= Article 143 of the Constitution of India =

Article 143 of the Constitution of India relates to the power of the President of India to consult the Supreme Court on questions of law or matters of public importance through the advisory jurisdiction conferred upon the court. The President makes a reference based on the advice of the Union council of ministers and it must be heard by a bench of at least five judges. The Court may elect to not provide an opinion and it has no legal binding or precedential value, when provided.

Article 143 of the Indian Constitution is located in Part V (The Union), specifically within Chapter IV which deals with The Union Judiciary.

== Text ==

143. Power of President to consult Supreme Court

(1) If at any time it appears to the President that a question of law or fact has arisen, or is likely to arise, which is of such a nature and of such public importance that it is expedient to obtain the opinion of the Supreme Court upon it, he may refer the question to that Court for consideration and the Court may, after such hearing as it thinks fit, report to the President its opinion thereon.
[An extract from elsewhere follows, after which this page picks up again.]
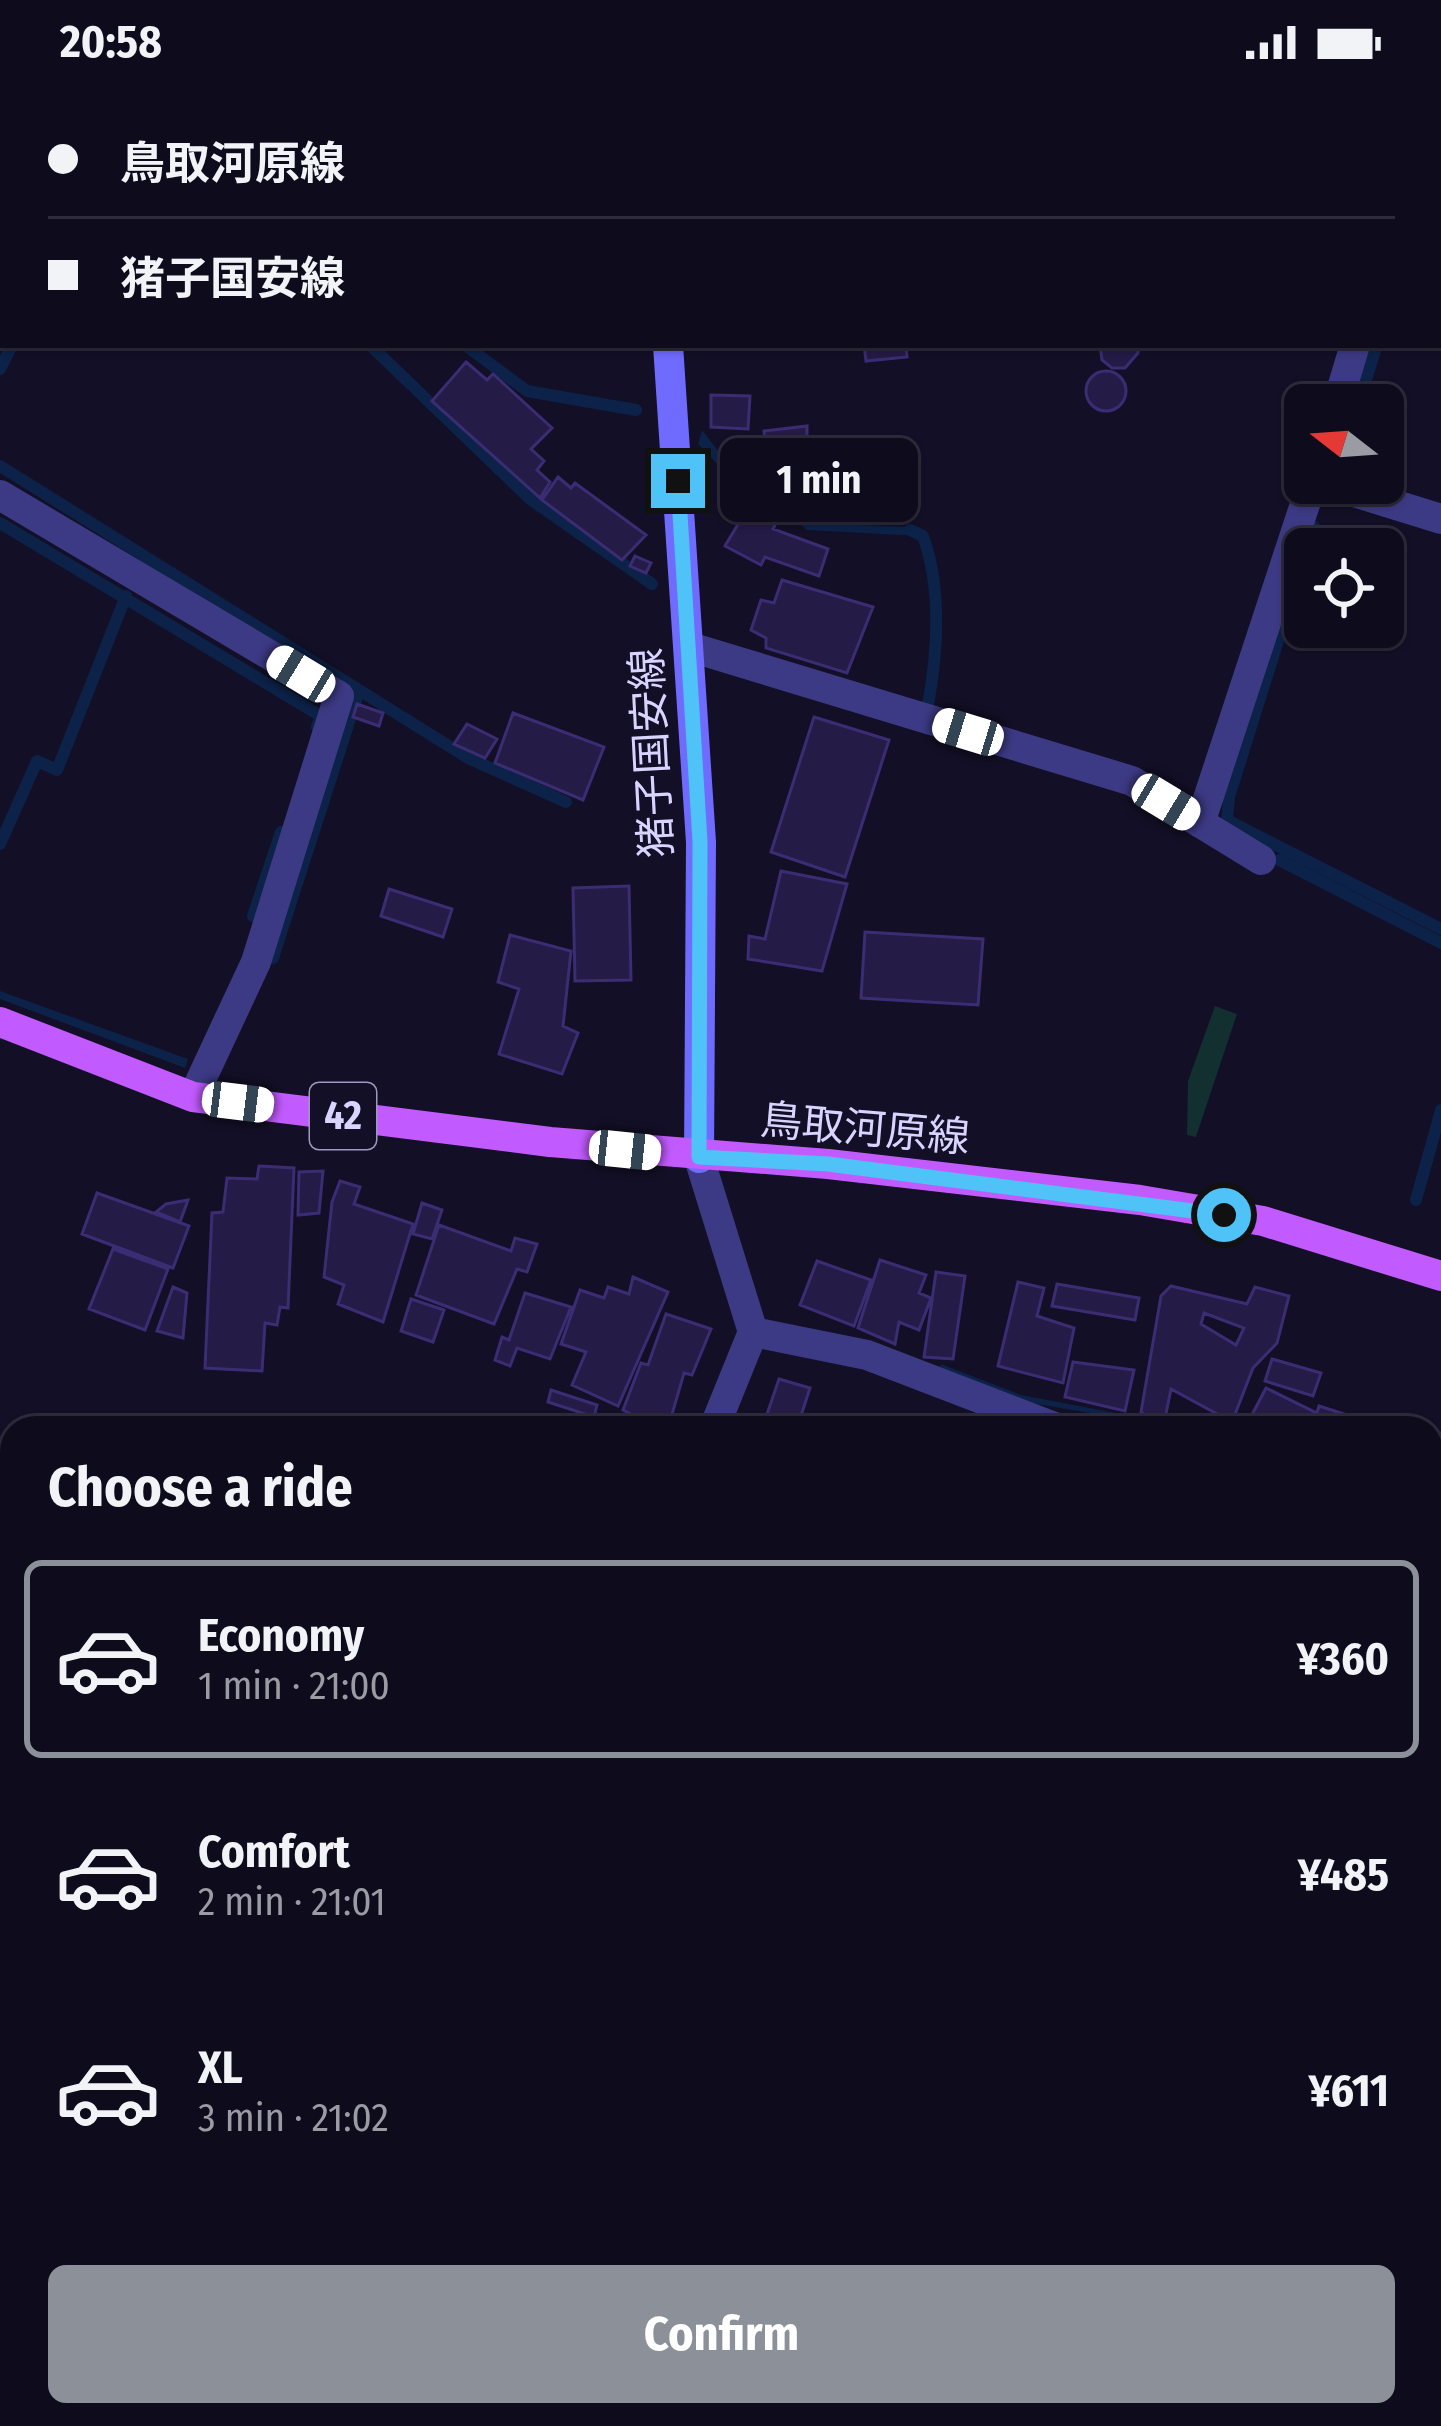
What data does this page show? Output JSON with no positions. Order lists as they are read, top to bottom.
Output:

(2) The President may, notwithstanding anything in the proviso to article 131, refer a dispute of the kind mentioned in the said proviso to the Supreme Court for opinion and the Supreme Court shall, after such hearing as it thinks fit, report to the President its opinion thereon.

== Uses ==
Since 1950, there have been sixteen references made to the Court under this provision. The first reference was made in the Delhi Laws Act case (1951), and most recently in 2025, President Droupadi Murmu referred a set of fourteen legal questions to the Court in the In re: Assent, Withholding or Reservation of Bills by the Governor and the President of India.